[Start of section]
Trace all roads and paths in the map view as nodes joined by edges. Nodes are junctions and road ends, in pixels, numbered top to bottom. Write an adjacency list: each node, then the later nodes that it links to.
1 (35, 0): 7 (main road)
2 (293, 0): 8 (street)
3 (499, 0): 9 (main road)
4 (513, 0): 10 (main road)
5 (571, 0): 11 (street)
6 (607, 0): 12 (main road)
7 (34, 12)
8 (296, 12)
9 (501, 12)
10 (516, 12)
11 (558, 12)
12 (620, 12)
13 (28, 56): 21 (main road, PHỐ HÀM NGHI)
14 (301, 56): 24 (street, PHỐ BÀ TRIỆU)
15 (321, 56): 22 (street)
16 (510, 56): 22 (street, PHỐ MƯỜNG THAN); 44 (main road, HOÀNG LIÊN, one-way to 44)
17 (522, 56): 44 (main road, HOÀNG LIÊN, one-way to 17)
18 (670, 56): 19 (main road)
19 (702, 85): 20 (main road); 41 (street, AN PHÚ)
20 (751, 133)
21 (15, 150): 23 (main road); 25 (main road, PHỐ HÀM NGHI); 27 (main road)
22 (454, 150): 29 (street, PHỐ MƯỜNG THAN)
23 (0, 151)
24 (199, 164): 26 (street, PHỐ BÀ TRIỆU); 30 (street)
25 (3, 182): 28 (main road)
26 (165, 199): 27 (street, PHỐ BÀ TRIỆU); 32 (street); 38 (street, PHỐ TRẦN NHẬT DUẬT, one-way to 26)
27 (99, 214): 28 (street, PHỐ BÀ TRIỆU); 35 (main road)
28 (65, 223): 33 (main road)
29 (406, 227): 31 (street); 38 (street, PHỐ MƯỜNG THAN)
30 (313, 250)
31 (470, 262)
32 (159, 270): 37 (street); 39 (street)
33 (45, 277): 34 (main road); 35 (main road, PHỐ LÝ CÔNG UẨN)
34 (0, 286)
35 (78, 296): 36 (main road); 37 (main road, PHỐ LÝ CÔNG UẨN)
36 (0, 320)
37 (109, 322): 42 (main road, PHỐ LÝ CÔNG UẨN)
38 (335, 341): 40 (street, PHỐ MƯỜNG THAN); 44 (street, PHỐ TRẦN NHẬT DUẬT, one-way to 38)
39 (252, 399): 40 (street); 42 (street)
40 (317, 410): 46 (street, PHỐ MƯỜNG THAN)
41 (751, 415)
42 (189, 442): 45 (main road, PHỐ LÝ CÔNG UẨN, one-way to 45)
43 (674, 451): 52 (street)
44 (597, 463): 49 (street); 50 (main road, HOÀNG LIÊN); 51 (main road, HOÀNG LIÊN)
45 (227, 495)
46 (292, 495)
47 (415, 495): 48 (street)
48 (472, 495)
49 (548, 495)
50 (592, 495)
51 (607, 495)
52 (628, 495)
[End of section]
To do
All the records above must be transcribed without a single change to any word.

Answer area
Trace all roads and paths in the map view as nodes joined by edges. Nodes are junctions and road ends, in pixels, numbered top to bottom. Write an adjacency list: each node, then the later nodes that it links to.
1 (35, 0): 7 (main road)
2 (293, 0): 8 (street)
3 (499, 0): 9 (main road)
4 (513, 0): 10 (main road)
5 (571, 0): 11 (street)
6 (607, 0): 12 (main road)
7 (34, 12)
8 (296, 12)
9 (501, 12)
10 (516, 12)
11 (558, 12)
12 (620, 12)
13 (28, 56): 21 (main road, PHỐ HÀM NGHI)
14 (301, 56): 24 (street, PHỐ BÀ TRIỆU)
15 (321, 56): 22 (street)
16 (510, 56): 22 (street, PHỐ MƯỜNG THAN); 44 (main road, HOÀNG LIÊN, one-way to 44)
17 (522, 56): 44 (main road, HOÀNG LIÊN, one-way to 17)
18 (670, 56): 19 (main road)
19 (702, 85): 20 (main road); 41 (street, AN PHÚ)
20 (751, 133)
21 (15, 150): 23 (main road); 25 (main road, PHỐ HÀM NGHI); 27 (main road)
22 (454, 150): 29 (street, PHỐ MƯỜNG THAN)
23 (0, 151)
24 (199, 164): 26 (street, PHỐ BÀ TRIỆU); 30 (street)
25 (3, 182): 28 (main road)
26 (165, 199): 27 (street, PHỐ BÀ TRIỆU); 32 (street); 38 (street, PHỐ TRẦN NHẬT DUẬT, one-way to 26)
27 (99, 214): 28 (street, PHỐ BÀ TRIỆU); 35 (main road)
28 (65, 223): 33 (main road)
29 (406, 227): 31 (street); 38 (street, PHỐ MƯỜNG THAN)
30 (313, 250)
31 (470, 262)
32 (159, 270): 37 (street); 39 (street)
33 (45, 277): 34 (main road); 35 (main road, PHỐ LÝ CÔNG UẨN)
34 (0, 286)
35 (78, 296): 36 (main road); 37 (main road, PHỐ LÝ CÔNG UẨN)
36 (0, 320)
37 (109, 322): 42 (main road, PHỐ LÝ CÔNG UẨN)
38 (335, 341): 40 (street, PHỐ MƯỜNG THAN); 44 (street, PHỐ TRẦN NHẬT DUẬT, one-way to 38)
39 (252, 399): 40 (street); 42 (street)
40 (317, 410): 46 (street, PHỐ MƯỜNG THAN)
41 (751, 415)
42 (189, 442): 45 (main road, PHỐ LÝ CÔNG UẨN, one-way to 45)
43 (674, 451): 52 (street)
44 (597, 463): 49 (street); 50 (main road, HOÀNG LIÊN); 51 (main road, HOÀNG LIÊN)
45 (227, 495)
46 (292, 495)
47 (415, 495): 48 (street)
48 (472, 495)
49 (548, 495)
50 (592, 495)
51 (607, 495)
52 (628, 495)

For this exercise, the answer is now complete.